━━━ Records for this exercise ━━━

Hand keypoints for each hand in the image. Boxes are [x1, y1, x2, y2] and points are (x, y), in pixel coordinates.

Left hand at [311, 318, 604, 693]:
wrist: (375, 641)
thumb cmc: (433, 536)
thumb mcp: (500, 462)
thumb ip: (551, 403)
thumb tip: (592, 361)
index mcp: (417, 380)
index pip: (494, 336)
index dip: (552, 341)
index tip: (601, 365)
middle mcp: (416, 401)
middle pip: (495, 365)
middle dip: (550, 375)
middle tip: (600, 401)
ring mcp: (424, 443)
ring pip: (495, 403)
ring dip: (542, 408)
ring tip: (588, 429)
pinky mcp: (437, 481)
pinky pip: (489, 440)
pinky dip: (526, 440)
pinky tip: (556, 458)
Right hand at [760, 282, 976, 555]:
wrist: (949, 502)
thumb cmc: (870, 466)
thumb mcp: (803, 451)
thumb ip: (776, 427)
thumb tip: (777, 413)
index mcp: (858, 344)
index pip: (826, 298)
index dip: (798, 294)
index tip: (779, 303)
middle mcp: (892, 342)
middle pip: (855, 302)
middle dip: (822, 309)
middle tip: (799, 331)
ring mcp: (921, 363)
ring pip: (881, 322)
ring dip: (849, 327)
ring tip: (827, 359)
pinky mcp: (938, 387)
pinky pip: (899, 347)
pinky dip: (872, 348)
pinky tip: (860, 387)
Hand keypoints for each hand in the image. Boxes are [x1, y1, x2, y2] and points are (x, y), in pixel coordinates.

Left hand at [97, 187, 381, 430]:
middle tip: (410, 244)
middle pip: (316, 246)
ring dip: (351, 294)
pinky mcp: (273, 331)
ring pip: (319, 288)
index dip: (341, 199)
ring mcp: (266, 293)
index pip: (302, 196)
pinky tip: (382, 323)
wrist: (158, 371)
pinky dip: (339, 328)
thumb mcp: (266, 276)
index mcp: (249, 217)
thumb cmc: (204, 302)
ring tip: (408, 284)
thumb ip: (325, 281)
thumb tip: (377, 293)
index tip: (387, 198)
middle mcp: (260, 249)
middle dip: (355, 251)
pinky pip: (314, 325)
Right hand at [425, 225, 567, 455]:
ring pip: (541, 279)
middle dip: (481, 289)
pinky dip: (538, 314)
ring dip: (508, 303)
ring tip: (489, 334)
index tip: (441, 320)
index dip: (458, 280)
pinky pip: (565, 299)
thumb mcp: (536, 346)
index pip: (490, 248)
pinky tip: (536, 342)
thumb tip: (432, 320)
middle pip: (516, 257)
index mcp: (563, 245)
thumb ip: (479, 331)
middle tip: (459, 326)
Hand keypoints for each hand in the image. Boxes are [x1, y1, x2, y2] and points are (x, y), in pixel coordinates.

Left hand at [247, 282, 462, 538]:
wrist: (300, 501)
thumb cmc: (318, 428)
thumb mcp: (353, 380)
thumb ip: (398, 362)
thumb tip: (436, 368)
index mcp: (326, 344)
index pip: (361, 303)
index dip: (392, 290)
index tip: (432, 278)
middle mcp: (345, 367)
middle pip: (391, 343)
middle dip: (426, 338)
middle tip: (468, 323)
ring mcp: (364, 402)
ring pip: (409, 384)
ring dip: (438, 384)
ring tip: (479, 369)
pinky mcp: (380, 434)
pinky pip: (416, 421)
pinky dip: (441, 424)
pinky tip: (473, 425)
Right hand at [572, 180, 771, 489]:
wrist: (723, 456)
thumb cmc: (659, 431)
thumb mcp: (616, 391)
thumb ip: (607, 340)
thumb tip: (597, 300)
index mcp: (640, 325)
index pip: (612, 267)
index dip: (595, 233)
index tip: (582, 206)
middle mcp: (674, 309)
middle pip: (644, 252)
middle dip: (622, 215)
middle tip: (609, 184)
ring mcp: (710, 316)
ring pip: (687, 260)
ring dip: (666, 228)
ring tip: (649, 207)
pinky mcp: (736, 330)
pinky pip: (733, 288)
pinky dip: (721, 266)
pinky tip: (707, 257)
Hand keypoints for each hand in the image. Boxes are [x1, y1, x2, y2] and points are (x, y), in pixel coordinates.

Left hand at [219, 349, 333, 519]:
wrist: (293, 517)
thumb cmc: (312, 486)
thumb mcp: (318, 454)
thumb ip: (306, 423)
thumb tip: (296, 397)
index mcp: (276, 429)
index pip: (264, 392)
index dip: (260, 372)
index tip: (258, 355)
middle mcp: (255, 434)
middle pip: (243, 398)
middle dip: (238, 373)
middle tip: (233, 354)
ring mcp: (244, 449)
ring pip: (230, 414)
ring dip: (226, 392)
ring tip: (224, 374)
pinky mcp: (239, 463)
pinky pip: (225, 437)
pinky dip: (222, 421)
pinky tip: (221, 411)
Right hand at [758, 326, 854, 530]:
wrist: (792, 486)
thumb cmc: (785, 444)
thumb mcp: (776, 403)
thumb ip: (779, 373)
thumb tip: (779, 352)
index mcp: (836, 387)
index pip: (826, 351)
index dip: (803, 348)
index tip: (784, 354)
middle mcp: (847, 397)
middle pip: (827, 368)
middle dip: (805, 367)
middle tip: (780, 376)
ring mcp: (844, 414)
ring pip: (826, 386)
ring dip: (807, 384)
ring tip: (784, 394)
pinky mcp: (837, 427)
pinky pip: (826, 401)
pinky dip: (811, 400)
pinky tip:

━━━

Your answer should consist only of the lines above between the line holding "middle dip: (622, 215)" and the line holding "middle dip: (238, 373)", inclusive, each transcribed exactly.

_Written solution_
middle dip: (622, 215)
middle tip: (609, 184)
ring mcp: (710, 316)
ring pip: (687, 260)
ring dip: (666, 228)
ring tip: (649, 207)
pinky mcp: (736, 330)
pinky pip: (733, 288)
pinky dip: (721, 266)
pinky tip: (707, 257)
Hand keypoints for each hand in the image. Boxes are [x1, y1, x2, y2] and points are (x, y), in pixel coordinates.

Left hand at [219, 349, 333, 519]:
wrist: (293, 517)
thumb cmc: (312, 486)
thumb mcp: (318, 454)
thumb ip: (306, 423)
thumb tip: (296, 397)
index mcp: (276, 429)
index pip: (264, 392)
index dip: (260, 372)
index tip: (258, 355)
middle mcp: (255, 434)
middle pip: (243, 398)
middle dip: (238, 373)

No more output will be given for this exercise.